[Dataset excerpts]
+ + + + +
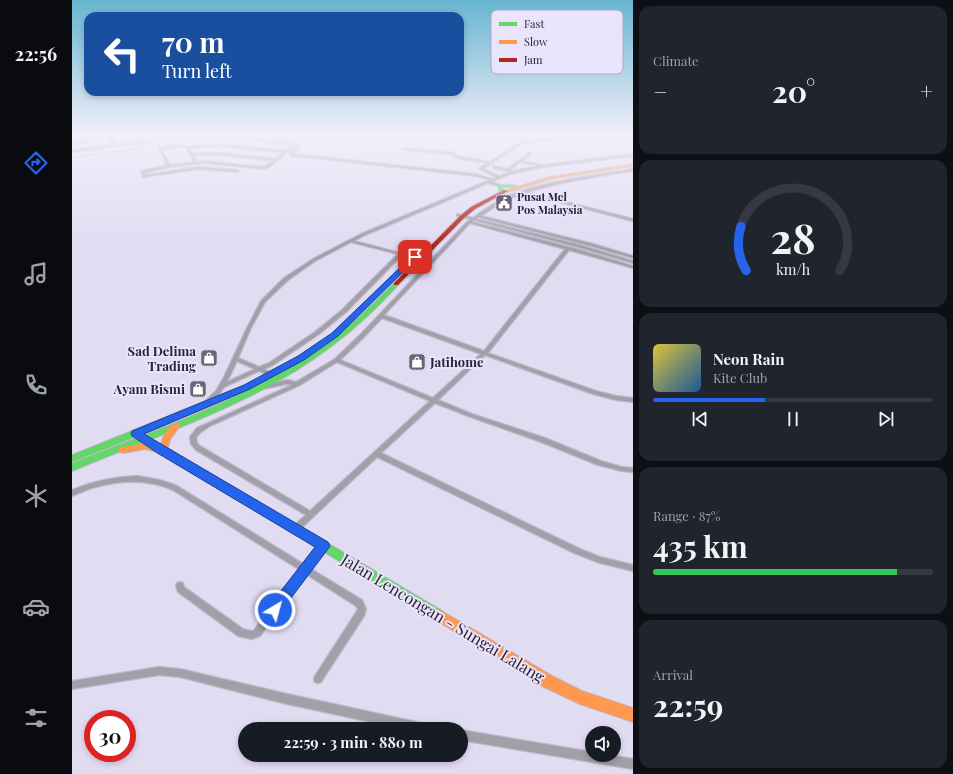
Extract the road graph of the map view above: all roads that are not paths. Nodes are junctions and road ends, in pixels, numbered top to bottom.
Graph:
1 (146, 171) edge
2 (179, 171) edge
3 (230, 171) edge
4 (436, 171) edge
5 (476, 171) dead end
6 (484, 171) edge
7 (518, 171) edge
8 (594, 171) edge
9 (605, 171) edge
10 (238, 172) dead end
11 (514, 172) joint
12 (590, 174) junction
13 (471, 175) junction
14 (499, 177) junction
15 (556, 178) junction
16 (571, 180) junction
17 (490, 181) junction
18 (500, 189) junction
19 (523, 191) junction
20 (477, 216) junction
21 (465, 218) junction
22 (633, 220) edge
23 (351, 241) junction
24 (568, 248) junction
25 (401, 254) junction
26 (633, 257) edge
27 (418, 258) junction
28 (633, 262) edge
29 (633, 267) edge
30 (381, 316) junction
31 (484, 354) junction
32 (236, 359) junction
33 (337, 360) junction
34 (258, 370) junction
35 (272, 375) junction
36 (298, 384) junction
37 (222, 386) junction
38 (256, 388) junction
39 (435, 400) junction
40 (633, 400) edge
41 (202, 406) junction
42 (183, 421) junction
43 (139, 436) junction
44 (163, 451) junction
45 (377, 454) junction
46 (101, 455) junction
47 (72, 459) edge
48 (72, 467) edge
49 (633, 470) edge
50 (72, 493) edge
51 (310, 514) junction
52 (295, 529) junction
53 (324, 546) junction
54 (633, 568) edge
55 (305, 569) junction
56 (180, 586) dead end
57 (318, 679) dead end
58 (72, 685) edge
59 (633, 715) edge
60 (394, 722) edge
61 (468, 736) edge
62 (633, 764) edge

1 - 2 street
3 - 10 street
4 - 13 street
5 - 13 street
6 - 14 street
7 - 11 street
8 - 18 main road
9 - 12 main road
11 - 14 street
12 - 15 main road
12 - 16 street
13 - 17 street
14 - 17 street
15 - 16 street
15 - 21 main road
16 - 19 street
17 - 18 street
17 - 23 street
18 - 21 main road
19 - 20 street
19 - 22 street
20 - 21 street
20 - 26 street
21 - 24 street
21 - 27 main road
21 - 28 street
21 - 30 street
23 - 25 street
23 - 32 street
24 - 29 street
24 - 31 street
25 - 27 street
25 - 34 street
27 - 35 main road
27 - 38 main road
30 - 31 street
30 - 33 street
31 - 39 street
31 - 40 street
32 - 34 street
32 - 37 street
33 - 36 street
33 - 39 street
34 - 35 street
34 - 37 street
35 - 41 main road
36 - 38 street
36 - 51 street
37 - 41 street
38 - 42 main road
39 - 45 street
39 - 49 street
41 - 43 main road
42 - 43 main road
42 - 44 main road
43 - 44 main road, Jalan Lencongan - Sungai Lalang
43 - 46 main road
43 - 47 main road
44 - 46 main road
44 - 52 main road, Jalan Lencongan - Sungai Lalang
45 - 51 street
45 - 54 street
46 - 48 main road
50 - 55 street
51 - 52 street
52 - 53 main road, Jalan Lencongan - Sungai Lalang
53 - 55 street
53 - 59 main road, Jalan Lencongan - Sungai Lalang
55 - 56 street
55 - 57 street
58 - 60 street
61 - 62 street

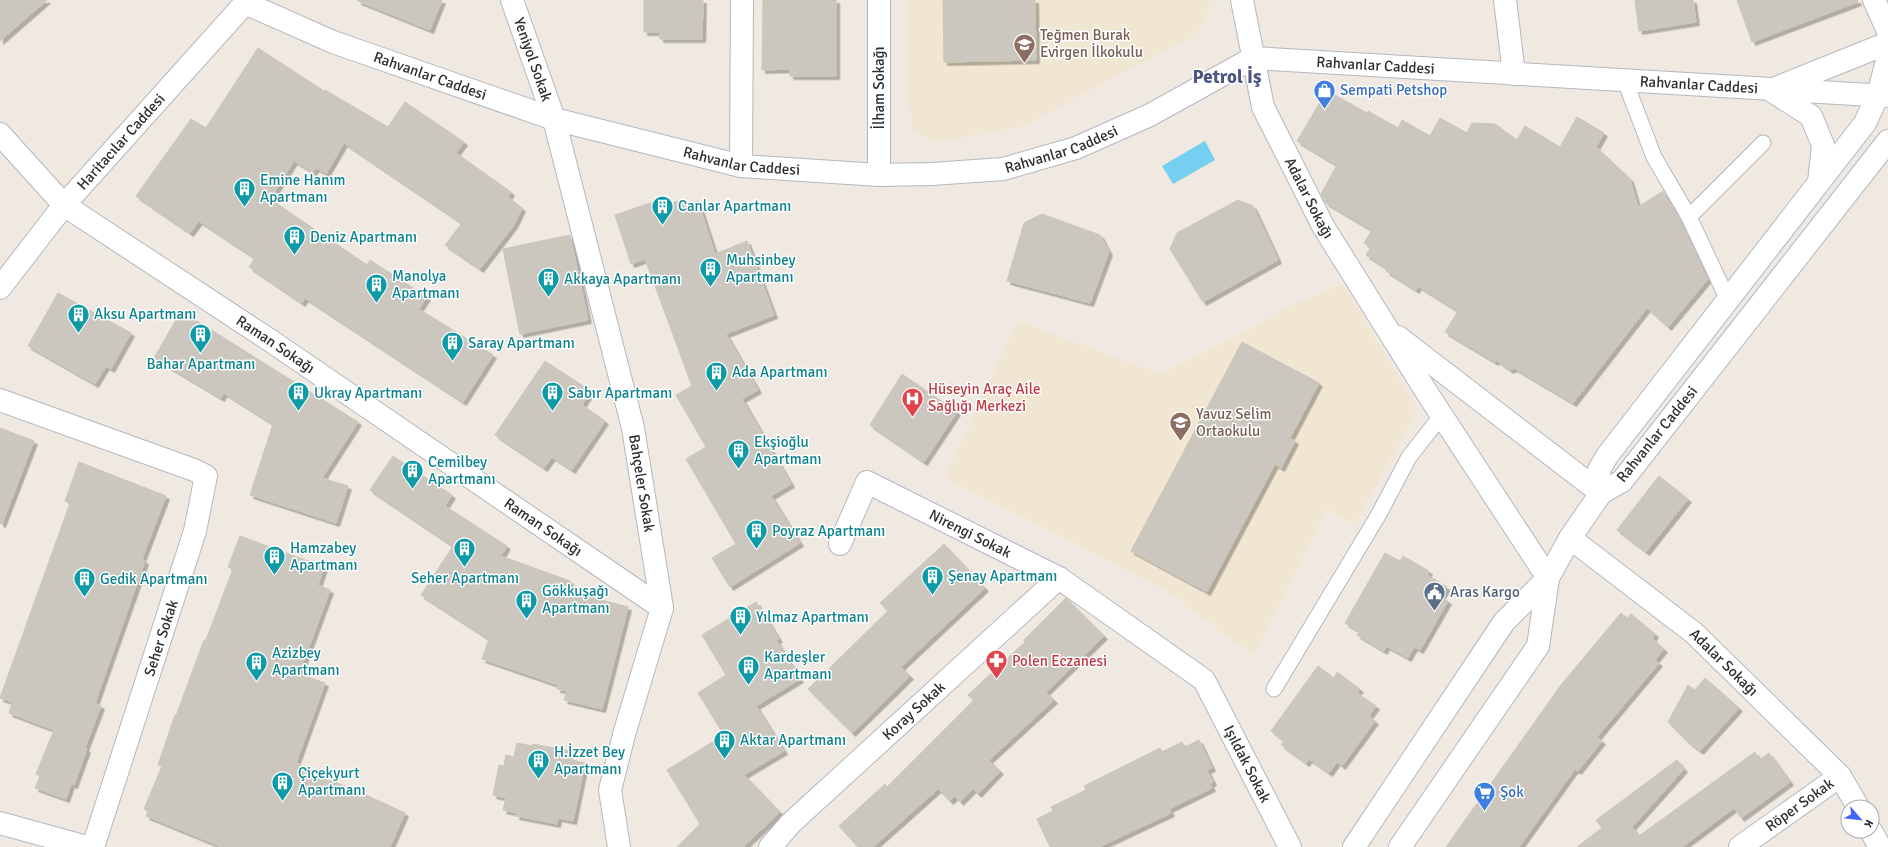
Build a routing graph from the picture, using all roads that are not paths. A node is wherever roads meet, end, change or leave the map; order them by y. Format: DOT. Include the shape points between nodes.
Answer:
graph roads {
  1 [pos="512,0"];
  2 [pos="742,0"];
  3 [pos="879,0"];
  4 [pos="1242,0"];
  5 [pos="1505,0"];
  6 [pos="1874,0"];
  7 [pos="245,1"];
  8 [pos="1888,31"];
  9 [pos="1888,43"];
  10 [pos="1888,57"];
  11 [pos="1253,58"];
  12 [pos="1514,74"];
  13 [pos="1625,81"];
  14 [pos="1771,90"];
  15 [pos="1883,96"];
  16 [pos="554,120"];
  17 [pos="0,134"];
  18 [pos="1888,141"];
  19 [pos="1763,143"];
  20 [pos="741,166"];
  21 [pos="879,175"];
  22 [pos="1819,182"];
  23 [pos="64,205"];
  24 [pos="1689,217"];
  25 [pos="0,288"];
  26 [pos="1728,300"];
  27 [pos="1387,329"];
  28 [pos="0,400"];
  29 [pos="1442,415"];
  30 [pos="1601,493"];
  31 [pos="1570,538"];
  32 [pos="840,544"];
  33 [pos="1059,578"];
  34 [pos="1548,578"];
  35 [pos="662,608"];
  36 [pos="1204,680"];
  37 [pos="1274,690"];
  38 [pos="1840,776"];
  39 [pos="1853,799"];
  40 [pos="0,823"];
  41 [pos="87,847"];
  42 [pos="93,847"];
  43 [pos="620,847"];
  44 [pos="770,847"];
  45 [pos="1290,847"];
  46 [pos="1354,847"];
  47 [pos="1400,847"];
  48 [pos="1740,847"];
  1 -- 16 [label="street, Yeniyol Sokak"];
  2 -- 20 [label="street"];
  3 -- 21 [label="street, İlham Sokağı"];
  4 -- 11 [label="street, Adalar Sokağı"];
  5 -- 12 [label="street"];
  6 -- 8 [label="street"];
  7 -- 16 [label="street, Rahvanlar Caddesi" via="334,42"];
  7 -- 23 [label="street, Haritacılar Caddesi"];
  9 -- 14 [label="street"];
  10 -- 15 [label="street, Rahvanlar Caddesi"];
  11 -- 12 [label="street, Rahvanlar Caddesi"];
  11 -- 21 [label="street, Rahvanlar Caddesi" via="1150,115 1076,148 1003,169"];
  11 -- 27 [label="street, Adalar Sokağı" via="1263,107 1323,226"];
  12 -- 13 [label="street, Rahvanlar Caddesi"];
  13 -- 14 [label="street, Rahvanlar Caddesi"];
  13 -- 24 [label="lane" via="1654,157"];
  14 -- 15 [label="street"];
  14 -- 22 [label="street, Rahvanlar Caddesi" via="1811,116 1823,145"];
  15 -- 22 [label="street, Rahvanlar Caddesi"];
  16 -- 20 [label="street, Rahvanlar Caddesi"];
  16 -- 35 [label="street, Bahçeler Sokak" via="633,428"];
  17 -- 23 [label="street, Raman Sokağı"];
  18 -- 30 [label="street, Rahvanlar Caddesi" via="1622,481"];
  19 -- 24 [label="lane"];
  20 -- 21 [label="street, Rahvanlar Caddesi"];
  22 -- 26 [label="street, Rahvanlar Caddesi"];
  23 -- 25 [label="street, Haritacılar Caddesi"];
  23 -- 35 [label="street, Raman Sokağı" via="268,339"];
  24 -- 26 [label="lane"];
  26 -- 30 [label="street, Rahvanlar Caddesi" via="1607,456 1599,470"];
  27 -- 29 [label="street, Adalar Sokağı"];
  27 -- 30 [label="street, Adalar Sokağı"];
  28 -- 42 [label="street, Seher Sokak" via="206,476 195,531"];
  29 -- 34 [label="street, Adalar Sokağı"];
  29 -- 37 [label="lane" via="1410,457"];
  30 -- 31 [label="street"];
  31 -- 34 [label="street"];
  31 -- 38 [label="street, Adalar Sokağı" via="1694,633"];
  32 -- 33 [label="street, Nirengi Sokak" via="868,482"];
  33 -- 36 [label="street, Nirengi Sokak"];
  33 -- 44 [label="street, Koray Sokak" via="791,823"];
  34 -- 46 [label="street" via="1504,622"];
  34 -- 47 [label="street" via="1538,646"];
  35 -- 43 [label="street, Bahçeler Sokak" via="610,790"];
  36 -- 45 [label="street, Işıldak Sokak"];
  38 -- 39 [label="street, Adalar Sokağı"];
  38 -- 48 [label="street, Röper Sokak"];
  40 -- 41 [label="street"];
}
+ + + + +
● Work order:
The answer must be a single number: the count of lines above that contain "paths".

● Answer for this exercise:
2